# PRR passenger cars logos



## 3155 warrior (Feb 7, 2012)

Would like to replicate PRR Broadway Limited 1930's to 1950's. Have been looking at MTH Rail King passenger cars and I would like to know if the PRR logos which these cars show (two on each side, red PRR with white backround) was authentic. Most cars do not have them, just gold Pennsylvania, does anyone know if these were authentic PRR markings or was this something the manufacturer tried to add on their own.


----------



## Big Ed (Jun 16, 2009)

3155 warrior said:


> Would like to replicate PRR Broadway Limited 1930's to 1950's. Have been looking at MTH Rail King passenger cars and I would like to know if the PRR logos which these cars show (two on each side, red PRR with white backround) was authentic. Most cars do not have them, just gold Pennsylvania, does anyone know if these were authentic PRR markings or was this something the manufacturer tried to add on their own.

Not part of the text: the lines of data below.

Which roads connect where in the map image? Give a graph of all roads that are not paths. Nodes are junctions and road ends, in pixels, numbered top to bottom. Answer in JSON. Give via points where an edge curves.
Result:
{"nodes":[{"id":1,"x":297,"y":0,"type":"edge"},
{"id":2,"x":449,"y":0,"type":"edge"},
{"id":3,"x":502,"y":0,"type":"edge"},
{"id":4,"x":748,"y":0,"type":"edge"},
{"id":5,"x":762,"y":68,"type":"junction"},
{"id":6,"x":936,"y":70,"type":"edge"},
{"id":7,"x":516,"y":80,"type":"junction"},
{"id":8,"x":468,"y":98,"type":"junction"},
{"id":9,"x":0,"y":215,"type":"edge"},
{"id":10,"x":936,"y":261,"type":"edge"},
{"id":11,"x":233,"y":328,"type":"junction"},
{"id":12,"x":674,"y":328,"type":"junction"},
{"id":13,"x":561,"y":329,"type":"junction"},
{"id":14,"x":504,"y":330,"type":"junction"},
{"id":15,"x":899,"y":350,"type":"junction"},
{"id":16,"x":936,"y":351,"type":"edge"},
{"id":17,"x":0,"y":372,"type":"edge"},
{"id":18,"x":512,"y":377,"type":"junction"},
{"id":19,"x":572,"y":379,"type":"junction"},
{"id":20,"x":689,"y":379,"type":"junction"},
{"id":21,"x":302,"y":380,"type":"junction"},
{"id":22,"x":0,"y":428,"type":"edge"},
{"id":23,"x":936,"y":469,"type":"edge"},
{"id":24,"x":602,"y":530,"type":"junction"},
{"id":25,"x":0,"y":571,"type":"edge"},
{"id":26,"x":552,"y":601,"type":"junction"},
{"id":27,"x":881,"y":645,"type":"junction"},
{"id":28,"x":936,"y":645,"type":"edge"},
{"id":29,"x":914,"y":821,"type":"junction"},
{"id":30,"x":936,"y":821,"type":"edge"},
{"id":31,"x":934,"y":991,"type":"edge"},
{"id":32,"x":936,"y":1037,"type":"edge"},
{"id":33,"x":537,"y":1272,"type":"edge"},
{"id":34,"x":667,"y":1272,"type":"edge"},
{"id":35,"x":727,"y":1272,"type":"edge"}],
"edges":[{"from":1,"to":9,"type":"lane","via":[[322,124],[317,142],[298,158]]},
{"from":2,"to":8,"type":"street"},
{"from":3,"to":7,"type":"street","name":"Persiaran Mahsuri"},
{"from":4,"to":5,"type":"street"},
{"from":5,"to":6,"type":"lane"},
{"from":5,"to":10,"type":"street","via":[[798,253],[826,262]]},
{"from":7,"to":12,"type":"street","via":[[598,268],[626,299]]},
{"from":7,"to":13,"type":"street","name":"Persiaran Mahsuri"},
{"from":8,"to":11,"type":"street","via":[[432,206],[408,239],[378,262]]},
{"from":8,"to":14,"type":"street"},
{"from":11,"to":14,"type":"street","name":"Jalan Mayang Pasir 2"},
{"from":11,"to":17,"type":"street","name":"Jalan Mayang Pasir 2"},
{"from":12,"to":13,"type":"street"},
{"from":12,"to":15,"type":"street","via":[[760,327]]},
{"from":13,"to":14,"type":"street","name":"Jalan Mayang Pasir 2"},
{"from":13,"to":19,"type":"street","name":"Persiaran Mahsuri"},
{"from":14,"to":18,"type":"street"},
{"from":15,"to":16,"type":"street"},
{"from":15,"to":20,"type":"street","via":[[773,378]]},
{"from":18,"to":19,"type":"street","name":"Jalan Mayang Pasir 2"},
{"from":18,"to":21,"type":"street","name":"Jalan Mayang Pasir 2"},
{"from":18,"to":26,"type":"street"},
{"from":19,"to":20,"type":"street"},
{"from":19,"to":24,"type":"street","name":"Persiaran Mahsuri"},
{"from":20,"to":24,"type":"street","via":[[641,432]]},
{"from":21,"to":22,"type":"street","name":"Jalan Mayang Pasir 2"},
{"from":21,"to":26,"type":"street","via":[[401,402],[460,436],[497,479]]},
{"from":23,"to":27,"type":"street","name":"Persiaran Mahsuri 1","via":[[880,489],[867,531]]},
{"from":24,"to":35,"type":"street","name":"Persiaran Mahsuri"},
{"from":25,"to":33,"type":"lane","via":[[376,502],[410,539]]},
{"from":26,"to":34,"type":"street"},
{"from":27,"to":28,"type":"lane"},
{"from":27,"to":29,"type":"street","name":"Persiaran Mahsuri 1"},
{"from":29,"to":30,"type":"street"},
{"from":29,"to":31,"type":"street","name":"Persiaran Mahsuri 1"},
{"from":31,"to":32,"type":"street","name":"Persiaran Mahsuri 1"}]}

A picture of what your talking about would be nice, you might get more reply's too.

I didn't see what you are talking about but if it like this in the picture then, I think it was red and yellow. 
I pulled this picture out of here, http://www.modeltrainforum.com/showthread.php?t=3529


----------



## gunrunnerjohn (Nov 10, 2010)

The yellow is rust in that picture. 

Here's the logo from the List of RR Avatars here.


----------



## 3155 warrior (Feb 7, 2012)

Thank you, this is a big help, your picture is similar to what MTH Rail King is advertising. The PRR changed logos few times on the passenger cars but these were early markings from the 1920's. This is my first post on this forum and appreciate your prompt replies and look forward to using it in the future.


----------



## Big Ed (Jun 16, 2009)

gunrunnerjohn said:


> The yellow is rust in that picture.
> 
> Here's the logo from the List of RR Avatars here.



Do you think it is rust?

I think I have seen red and gold or red and yellow before?


----------



## Big Ed (Jun 16, 2009)

Nice looking cars 3155, is the side red and white too?

I think the rear one would have looked better a little smaller.

But that is just my opinion.


----------



## gunrunnerjohn (Nov 10, 2010)

They're in red and yellow and red and white, I've seen both. However, it was simply too good a line to pass up.


----------